WHAT THE TASK ASKS: Set down the data below without change, skipping the pictures it holds.

(Items listed in a dataset)
▼

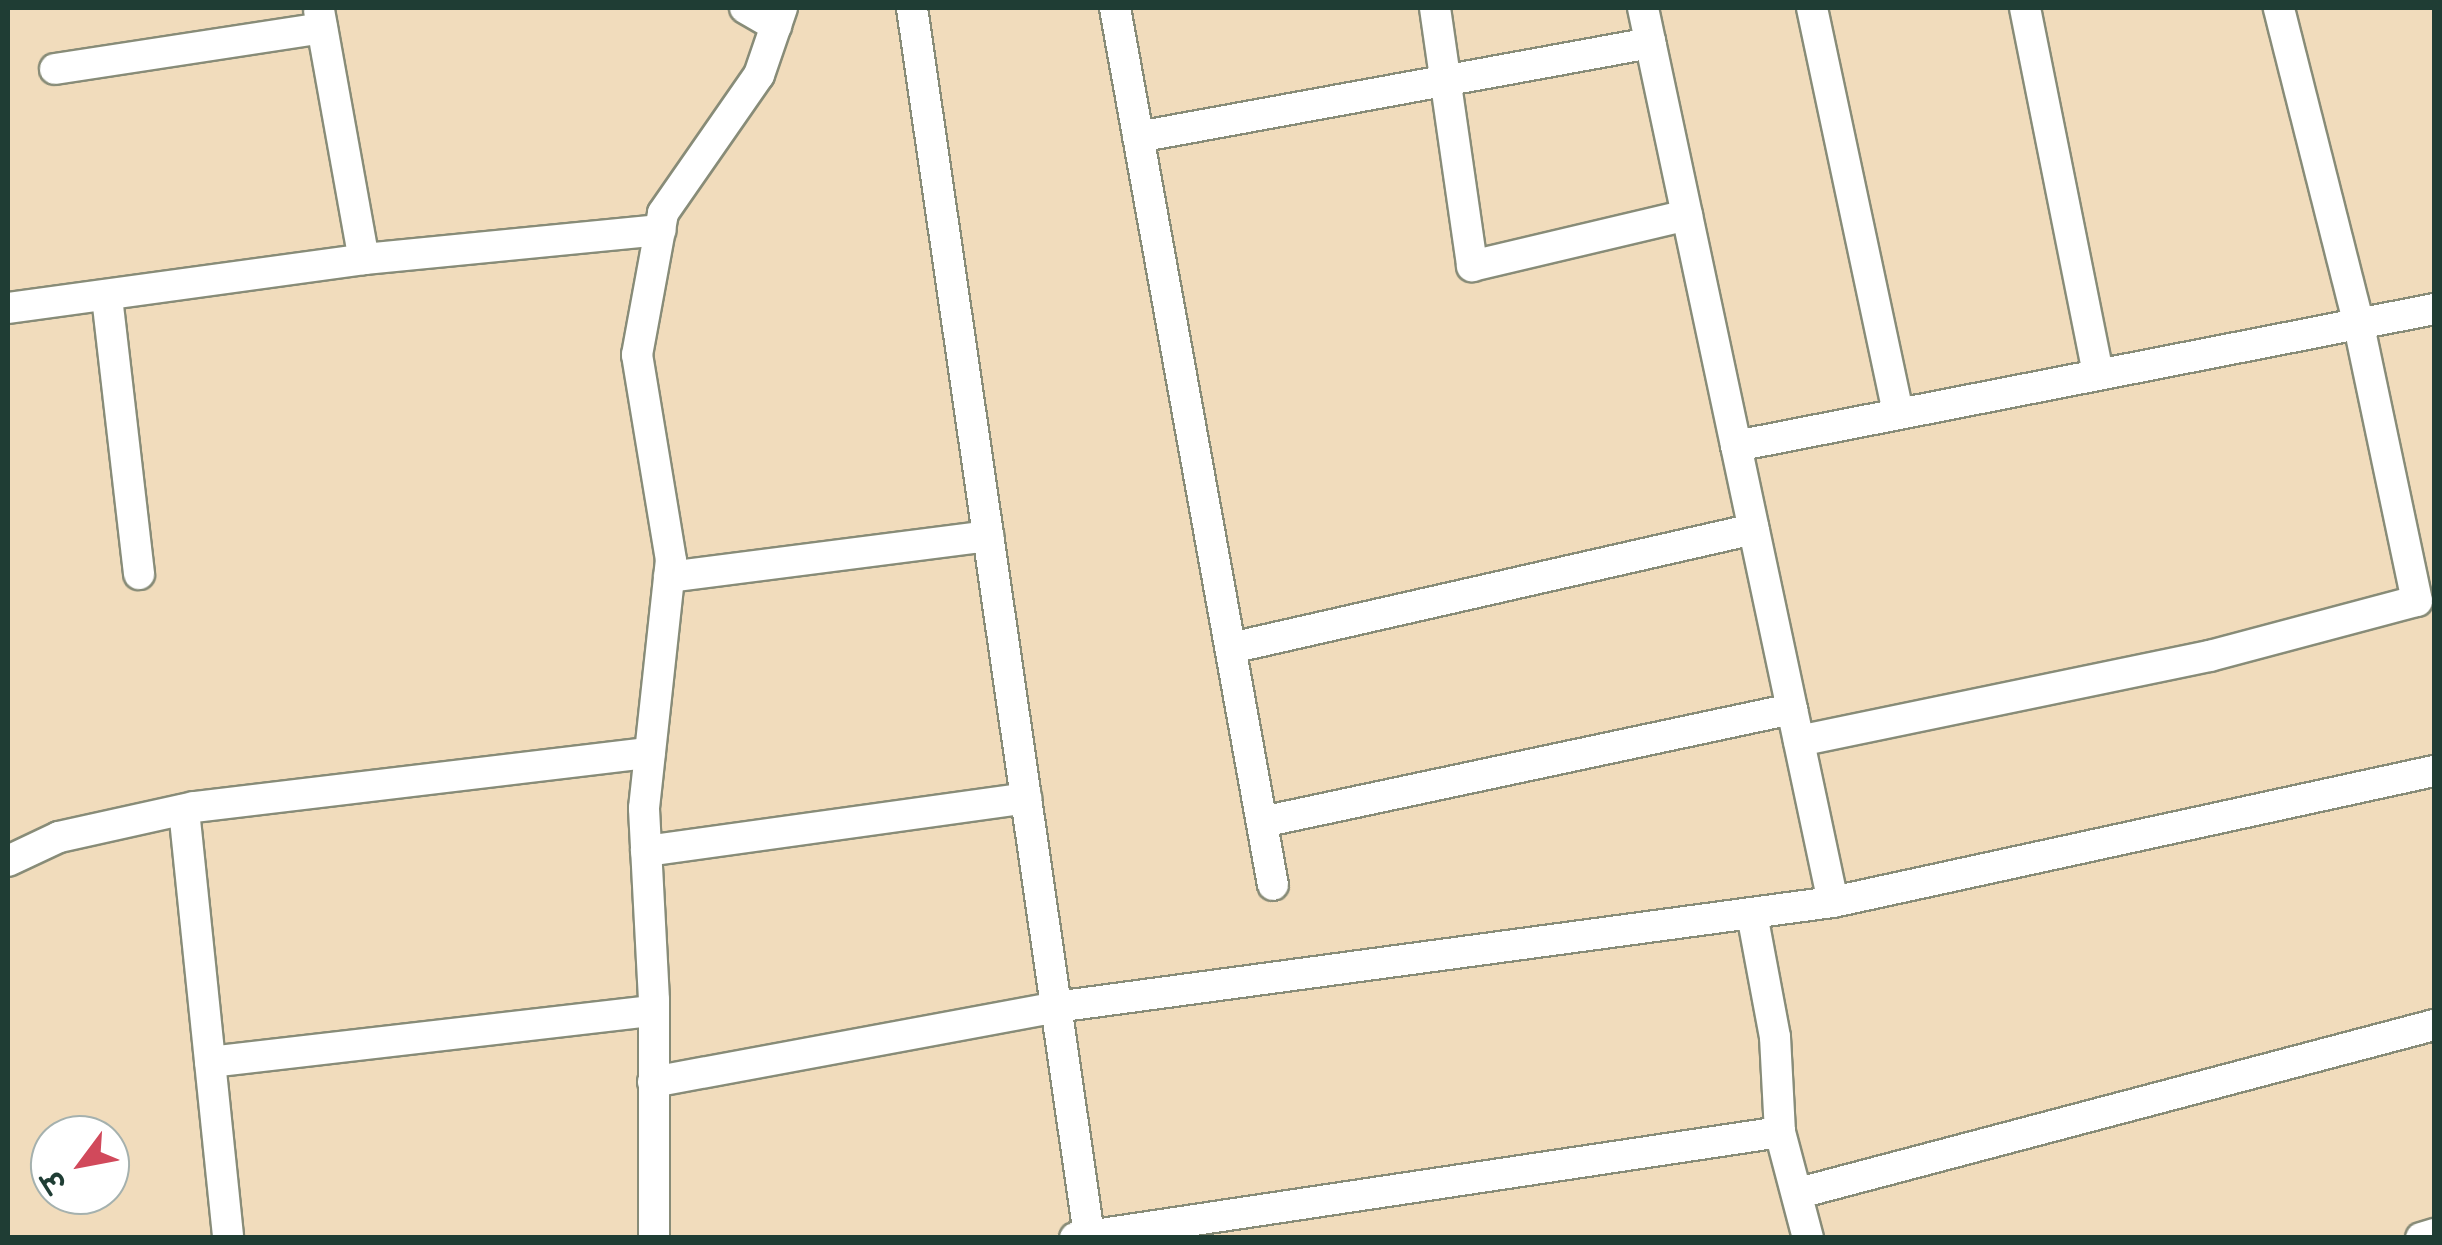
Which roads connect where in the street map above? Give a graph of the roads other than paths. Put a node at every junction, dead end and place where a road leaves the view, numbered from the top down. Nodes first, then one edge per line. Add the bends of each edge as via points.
1 (745, 8) edge
2 (912, 8) edge
3 (1114, 8) edge
4 (1434, 8) edge
5 (1643, 8) edge
6 (1812, 8) edge
7 (2025, 8) edge
8 (2279, 8) edge
9 (779, 17) edge
10 (320, 18) edge
11 (1650, 43) junction
12 (55, 68) dead end
13 (1446, 86) junction
14 (1138, 137) junction
15 (1687, 216) junction
16 (661, 230) junction
17 (364, 259) junction
18 (107, 297) junction
19 (8, 308) edge
20 (2434, 309) edge
21 (2358, 321) junction
22 (2098, 374) junction
23 (1898, 413) junction
24 (1736, 446) junction
25 (1754, 529) junction
26 (988, 536) junction
27 (139, 574) dead end
28 (670, 577) junction
29 (1230, 648) junction
30 (1792, 708) junction
31 (1799, 741) junction
32 (650, 753) junction
33 (2434, 771) edge
34 (1026, 798) junction
35 (184, 810) junction
36 (1262, 822) junction
37 (10, 850) edge
38 (646, 852) junction
39 (1274, 885) dead end
40 (1833, 902) junction
41 (1752, 914) junction
42 (1056, 1008) junction
43 (654, 1011) junction
44 (2434, 1025) edge
45 (210, 1062) junction
46 (653, 1082) junction
47 (1780, 1132) junction
48 (1798, 1193) junction
49 (2434, 1234) edge
50 (1082, 1236) edge
51 (228, 1238) edge
52 (654, 1238) edge
53 (1808, 1238) edge
54 (2421, 1238) edge

1 - 9 street
2 - 26 street
3 - 14 street
4 - 13 street
5 - 11 street
6 - 23 street
7 - 22 street
8 - 21 street
9 - 16 street via 759,75 663,214
10 - 12 street
10 - 17 street
11 - 13 street
11 - 15 street
13 - 14 street
13 - 15 street via 1472,266
14 - 29 street
15 - 24 street
16 - 17 street
16 - 28 street via 638,356
17 - 18 street
18 - 19 street
18 - 27 street
20 - 21 street
21 - 22 street
21 - 31 street via 2417,602 2210,656
22 - 23 street
23 - 24 street
24 - 25 street
25 - 29 street
25 - 30 street
26 - 28 street
26 - 34 street
28 - 32 street
29 - 36 street
30 - 31 street
30 - 36 street
31 - 40 street
32 - 35 street
32 - 38 street
33 - 40 street
34 - 38 street
34 - 42 street
35 - 37 street
35 - 45 street
36 - 39 street
38 - 43 street
40 - 41 street
41 - 42 street
41 - 47 street via 1775,1037
42 - 46 street
42 - 50 street
43 - 45 street
43 - 46 street
44 - 48 street
45 - 51 street
46 - 52 street
47 - 48 street
47 - 50 street
48 - 53 street
49 - 54 street

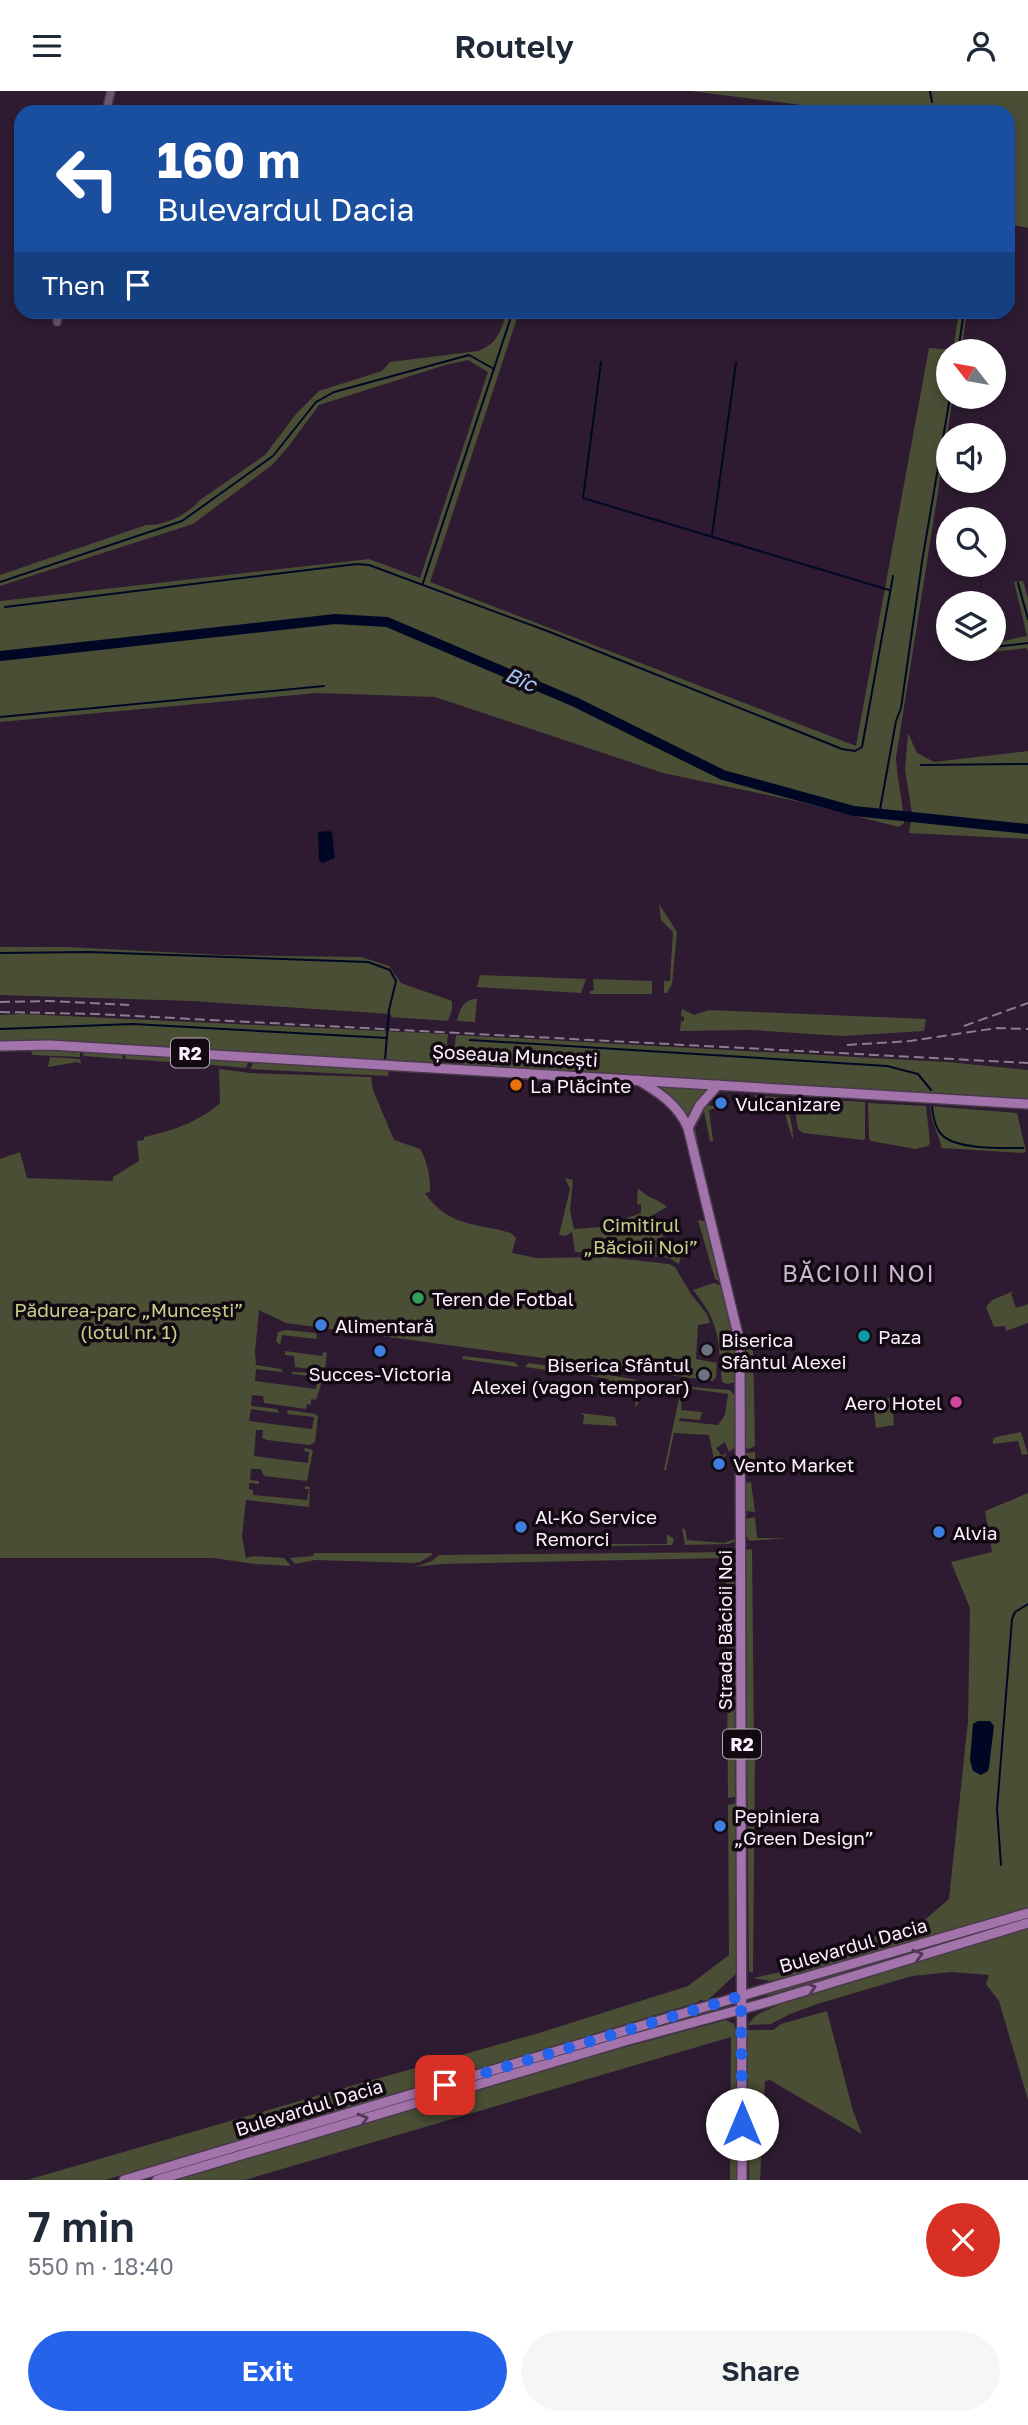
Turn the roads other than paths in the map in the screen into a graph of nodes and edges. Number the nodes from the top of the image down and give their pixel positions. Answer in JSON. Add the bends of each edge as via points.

▲

REPLY:
Which roads connect where in the street map above? Give a graph of the roads other than paths. Put a node at every junction, dead end and place where a road leaves the view, numbered from the top down. Nodes first, then one edge per line. Add the bends of each edge as via points.
1 (745, 8) edge
2 (912, 8) edge
3 (1114, 8) edge
4 (1434, 8) edge
5 (1643, 8) edge
6 (1812, 8) edge
7 (2025, 8) edge
8 (2279, 8) edge
9 (779, 17) edge
10 (320, 18) edge
11 (1650, 43) junction
12 (55, 68) dead end
13 (1446, 86) junction
14 (1138, 137) junction
15 (1687, 216) junction
16 (661, 230) junction
17 (364, 259) junction
18 (107, 297) junction
19 (8, 308) edge
20 (2434, 309) edge
21 (2358, 321) junction
22 (2098, 374) junction
23 (1898, 413) junction
24 (1736, 446) junction
25 (1754, 529) junction
26 (988, 536) junction
27 (139, 574) dead end
28 (670, 577) junction
29 (1230, 648) junction
30 (1792, 708) junction
31 (1799, 741) junction
32 (650, 753) junction
33 (2434, 771) edge
34 (1026, 798) junction
35 (184, 810) junction
36 (1262, 822) junction
37 (10, 850) edge
38 (646, 852) junction
39 (1274, 885) dead end
40 (1833, 902) junction
41 (1752, 914) junction
42 (1056, 1008) junction
43 (654, 1011) junction
44 (2434, 1025) edge
45 (210, 1062) junction
46 (653, 1082) junction
47 (1780, 1132) junction
48 (1798, 1193) junction
49 (2434, 1234) edge
50 (1082, 1236) edge
51 (228, 1238) edge
52 (654, 1238) edge
53 (1808, 1238) edge
54 (2421, 1238) edge

1 - 9 street
2 - 26 street
3 - 14 street
4 - 13 street
5 - 11 street
6 - 23 street
7 - 22 street
8 - 21 street
9 - 16 street via 759,75 663,214
10 - 12 street
10 - 17 street
11 - 13 street
11 - 15 street
13 - 14 street
13 - 15 street via 1472,266
14 - 29 street
15 - 24 street
16 - 17 street
16 - 28 street via 638,356
17 - 18 street
18 - 19 street
18 - 27 street
20 - 21 street
21 - 22 street
21 - 31 street via 2417,602 2210,656
22 - 23 street
23 - 24 street
24 - 25 street
25 - 29 street
25 - 30 street
26 - 28 street
26 - 34 street
28 - 32 street
29 - 36 street
30 - 31 street
30 - 36 street
31 - 40 street
32 - 35 street
32 - 38 street
33 - 40 street
34 - 38 street
34 - 42 street
35 - 37 street
35 - 45 street
36 - 39 street
38 - 43 street
40 - 41 street
41 - 42 street
41 - 47 street via 1775,1037
42 - 46 street
42 - 50 street
43 - 45 street
43 - 46 street
44 - 48 street
45 - 51 street
46 - 52 street
47 - 48 street
47 - 50 street
48 - 53 street
49 - 54 street

Turn the roads other than paths in the map in the screen into a graph of nodes and edges. Number the nodes from the top of the image down and give their pixel positions. Answer in JSON. Add the bends of each edge as via points.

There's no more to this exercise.